Classroom è uno strumento semplificato, di facile utilizzo, che permette agli insegnanti di gestire le attività dei corsi a tutti i livelli. Gli insegnanti possono usarlo per creare corsi (e quindi lezioni), assegnare compiti e voti, inviare feedback e tenere tutto sotto controllo, in un'unica applicazione.
Questo periodo di isolamento ha costretto i professori e gli studenti al suo uso intensivo, affiancandolo ad altri servizi offerti da Google come Calendar, Meet e documenti via Drive.
L’utilizzo asincrono delle comunicazioni avveniva fin da subito in modo efficace, con i professori che creavano lo spazio dedicato alla loro Materia e, mediante la sezione “Stream”, potevano fornire tutte le informazioni necessarie agli studenti.
Google Classroom aiuta i docenti ad organizzare le lezioni e assegnare i compiti per casa in maniera semplice

Il primo problema che ho individuato, ed è probabilmente condiviso da altre scuole, è la difficoltà nell’utilizzare gli strumenti di Google per la formazione frontale, mancando la formazione necessaria per costruire una metodologia efficace sia per gli studenti sia per i professori.
Attualmente la comunicazione tende a essere disordinata perché siamo stati tutti presi alla sprovvista, anche i professori, e ora i ragazzi vengono informati attraverso un mix eterogeneo di email, messaggi su WhatsApp, Stream di Classroom, chiamate su Google Meet ed eventi su Google Calendar non ben pianificati e praticamente mai ricorrenti.
Come dare ordine al caos, allora?

Gli strumenti per la didattica in remoto made in Google

Prima di tutto è bene capire quali strumenti Google ci mette a disposizione per la didattica in remoto.
  1. Google Classroom: Uno spazio virtuale in cui vengono condivisi annunci, materiale per le lezioni, compiti, file, video, immagini e collegamenti.
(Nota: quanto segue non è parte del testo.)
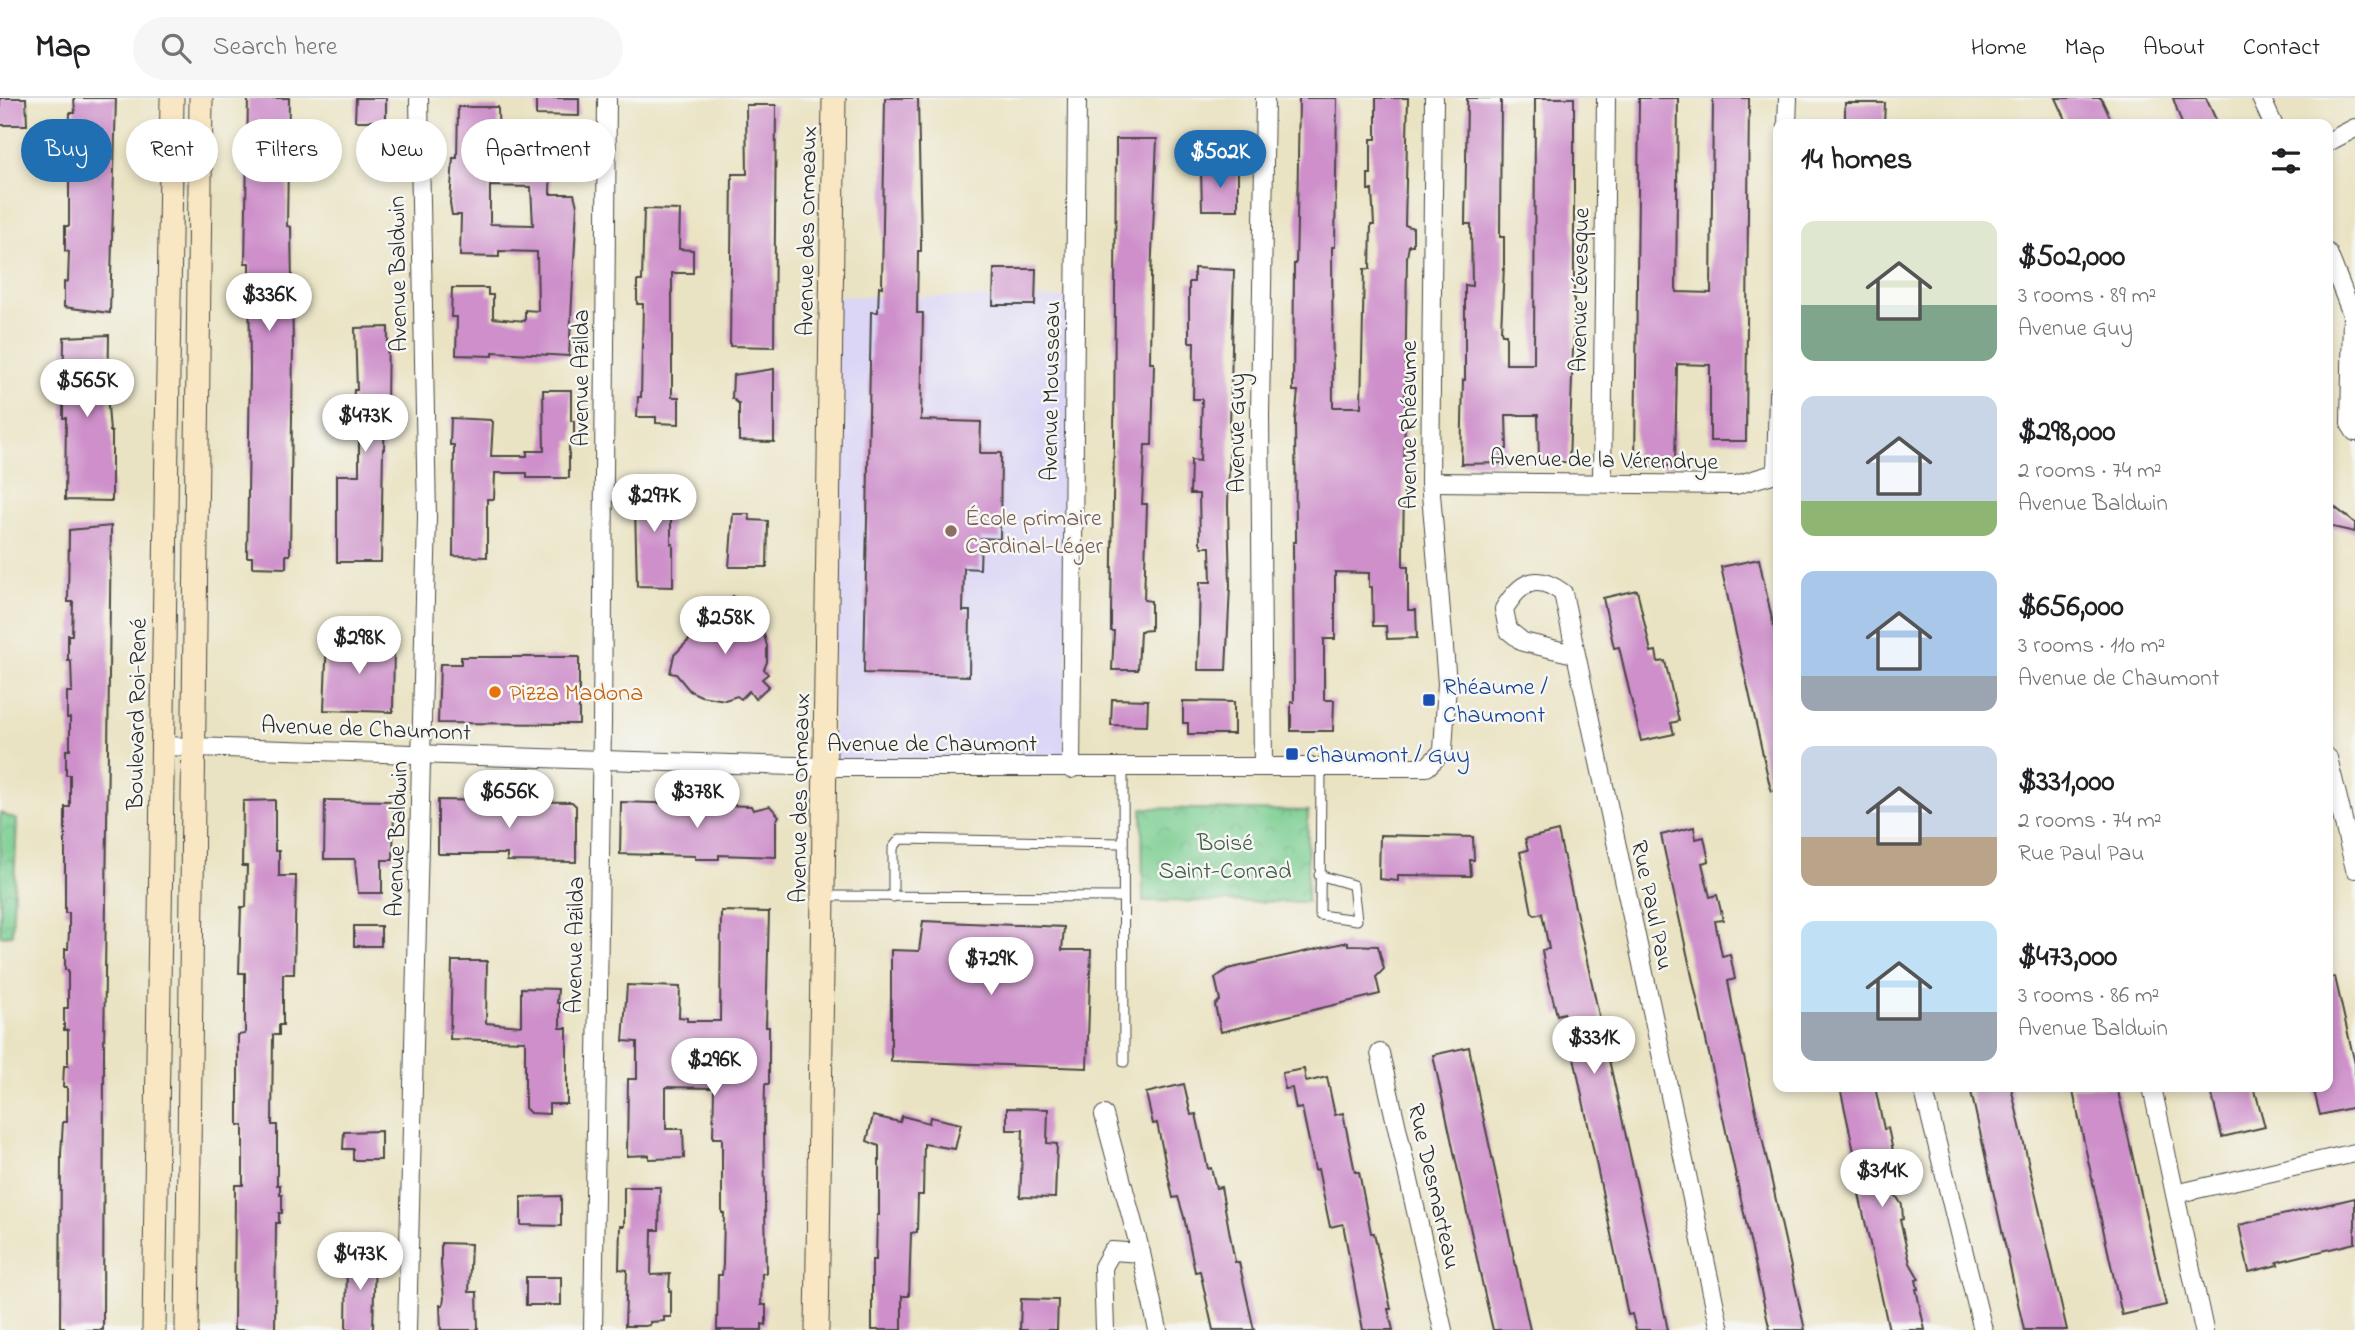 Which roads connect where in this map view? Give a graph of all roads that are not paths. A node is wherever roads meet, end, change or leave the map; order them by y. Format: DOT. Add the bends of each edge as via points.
graph roads {
  1 [pos="172,98"];
  2 [pos="201,98"];
  3 [pos="419,98"];
  4 [pos="607,98"];
  5 [pos="834,98"];
  6 [pos="1077,98"];
  7 [pos="1265,98"];
  8 [pos="1434,98"];
  9 [pos="1606,98"];
  10 [pos="1788,98"];
  11 [pos="2261,98"];
  12 [pos="1787,119"];
  13 [pos="2271,119"];
  14 [pos="2355,128"];
  15 [pos="2333,139"];
  16 [pos="2333,266"];
  17 [pos="2355,432"];
  18 [pos="1773,474"];
  19 [pos="1430,482"];
  20 [pos="1602,483"];
  21 [pos="1574,654"];
  22 [pos="162,746"];
  23 [pos="194,747"];
  24 [pos="1443,751"];
  25 [pos="422,754"];
  26 [pos="601,760"];
  27 [pos="825,767"];
  28 [pos="1263,767"];
  29 [pos="1321,767"];
  30 [pos="1123,768"];
  31 [pos="1071,769"];
  32 [pos="2333,779"];
  33 [pos="1123,843"];
  34 [pos="2355,869"];
  35 [pos="1320,875"];
  36 [pos="824,896"];
  37 [pos="893,897"];
  38 [pos="1123,897"];
  39 [pos="1380,1053"];
  40 [pos="1124,1062"];
  41 [pos="1924,1092"];
  42 [pos="2153,1092"];
  43 [pos="1104,1115"];
  44 [pos="2355,1153"];
  45 [pos="2175,1194"];
  46 [pos="1141,1252"];
  47 [pos="154,1330"];
  48 [pos="187,1330"];
  49 [pos="407,1330"];
  50 [pos="593,1330"];
  51 [pos="817,1330"];
  52 [pos="1105,1330"];
  53 [pos="1158,1330"];
  54 [pos="1443,1330"];
  55 [pos="1720,1330"];
  56 [pos="1983,1330"];
  57 [pos="2204,1330"];
  1 -- 22 [label="street, Boulevard Roi-René"];
  2 -- 23 [label="street"];
  3 -- 25 [label="street, Avenue Baldwin" via="427,517"];
  4 -- 26 [label="street, Avenue Azilda"];
  5 -- 27 [label="street, Avenue des Ormeaux"];
  6 -- 31 [label="street, Avenue Mousseau"];
  7 -- 28 [label="street, Avenue Guy" via="1260,415"];
  8 -- 19 [label="street, Avenue Rhéaume"];
  9 -- 20 [label="street, Avenue Lévesque"];
  10 -- 12 [label="street"];
  11 -- 13 [label="street"];
  14 -- 15 [label="street"];
  16 -- 17 [label="street" via="2352,314 2350,424"];
  18 -- 20 [label="street, Avenue de la Vérendrye" via="1736,485"];
  19 -- 20 [label="street, Avenue de la Vérendrye"];
  19 -- 24 [label="street, Avenue Rhéaume" via="1447,682"];
  21 -- 21 [label="street, Rue Paul Pau" via="1563,593 1550,584 1530,582 1515,592 1504,610 1508,630 1523,642"];
  21 -- 55 [label="street, Rue Paul Pau"];
  22 -- 23 [label="street, Avenue de Chaumont"];
  22 -- 47 [label="street, Boulevard Roi-René"];
  23 -- 25 [label="street, Avenue de Chaumont"];
  23 -- 48 [label="street"];
  24 -- 29 [label="street, Avenue de Chaumont" via="1426,767"];
  25 -- 26 [label="street, Avenue de Chaumont"];
  25 -- 49 [label="street, Avenue Baldwin"];
  26 -- 27 [label="street, Avenue de Chaumont"];
  26 -- 50 [label="street, Avenue Azilda"];
  27 -- 31 [label="street, Avenue de Chaumont"];
  27 -- 36 [label="street, Avenue des Ormeaux"];
  28 -- 29 [label="street, Avenue de Chaumont"];
  28 -- 30 [label="street, Avenue de Chaumont"];
  29 -- 35 [label="lane"];
  30 -- 31 [label="street, Avenue de Chaumont"];
  30 -- 33 [label="lane"];
  32 -- 34 [label="street"];
  33 -- 37 [label="lane" via="900,839 893,848"];
  33 -- 38 [label="lane"];
  35 -- 35 [label="lane" via="1320,915 1357,920 1353,886"];
  36 -- 37 [label="lane"];
  36 -- 51 [label="street, Avenue des Ormeaux"];
  37 -- 38 [label="lane"];
  38 -- 40 [label="lane"];
  39 -- 54 [label="street, Rue Desmarteau"];
  41 -- 56 [label="street"];
  42 -- 45 [label="street"];
  43 -- 46 [label="street"];
  44 -- 45 [label="street"];
  45 -- 57 [label="street"];
  46 -- 52 [label="street" via="1112,1251 1103,1267"];
  46 -- 53 [label="street"];
}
Il professore può contrassegnare il lavoro e avere il controllo sui permessi degli studenti nel commentare o pubblicare.
  2. Google Classroom Stream: in sostanza una chatroom che consente agli studenti di pubblicare commenti e porre domande al docente. 
  3. Google Suite (ex Google Docs): una potente suite in cloud che offre la possibilità di creare documenti di testo, fogli di calcolo e presentazioni, non dissimili all’offerta del pacchetto Office di Microsoft.
  1. Google Meet (ex Hangout): una chat online in cui è possibile parlare con o senza video e una soluzione equipollente e Skype di Microsoft.

Metodo e routine

Se gli strumenti a disposizione della scuola sono tanti, potenti e adatti alla didattica in remoto, cosa si stava allora inceppando? In Cantiere Creativo lavoriamo da tanto tempo con un approccio remoto e con abbondante uso di comunicazioni asincrone, e se c’è una cosa che abbiamo imparato è che uno strumento non può risolvere niente senza il giusto approccio.
Con un buon metodo e una routine condivisa, è facile organizzare senza troppi sussulti tutta la formazione frontale, che alla fine è il cardine del percorso formativo.
Usando gli strumenti mostrati in precedenza, un docente potrebbe pianificare la formazione frontale e la programmazione delle lezioni in un modo intuitivo e soprattutto facilmente replicabile.
Usando la G Suite, il docente può:
  1. generare la classe tramite la gestione Contatti;
  2. pianificare tutte le lezioni della settimana in maniera ricorrente tramite il Calendario;
  3. creare un evento a calendario con data e ora della lezione, classe, link video (Meet di Google) e inviare in maniera automatica un promemoria 5 minuti prima di ogni lezione; 
  4. allegare eventualmente del materiale didattico all'evento o, ancor meglio, far riferimento allo Stream di Classroom;
  5. effettuare la lezione frontale tramite Meet e ricevere riscontri dagli alunni tramite la sua chat integrata;
  6. pianificare eventuali revisioni del lavoro svolto con gli alunni in sessioni private, per tutti gli studenti e in particolar modo per quelli con difficoltà di apprendimento.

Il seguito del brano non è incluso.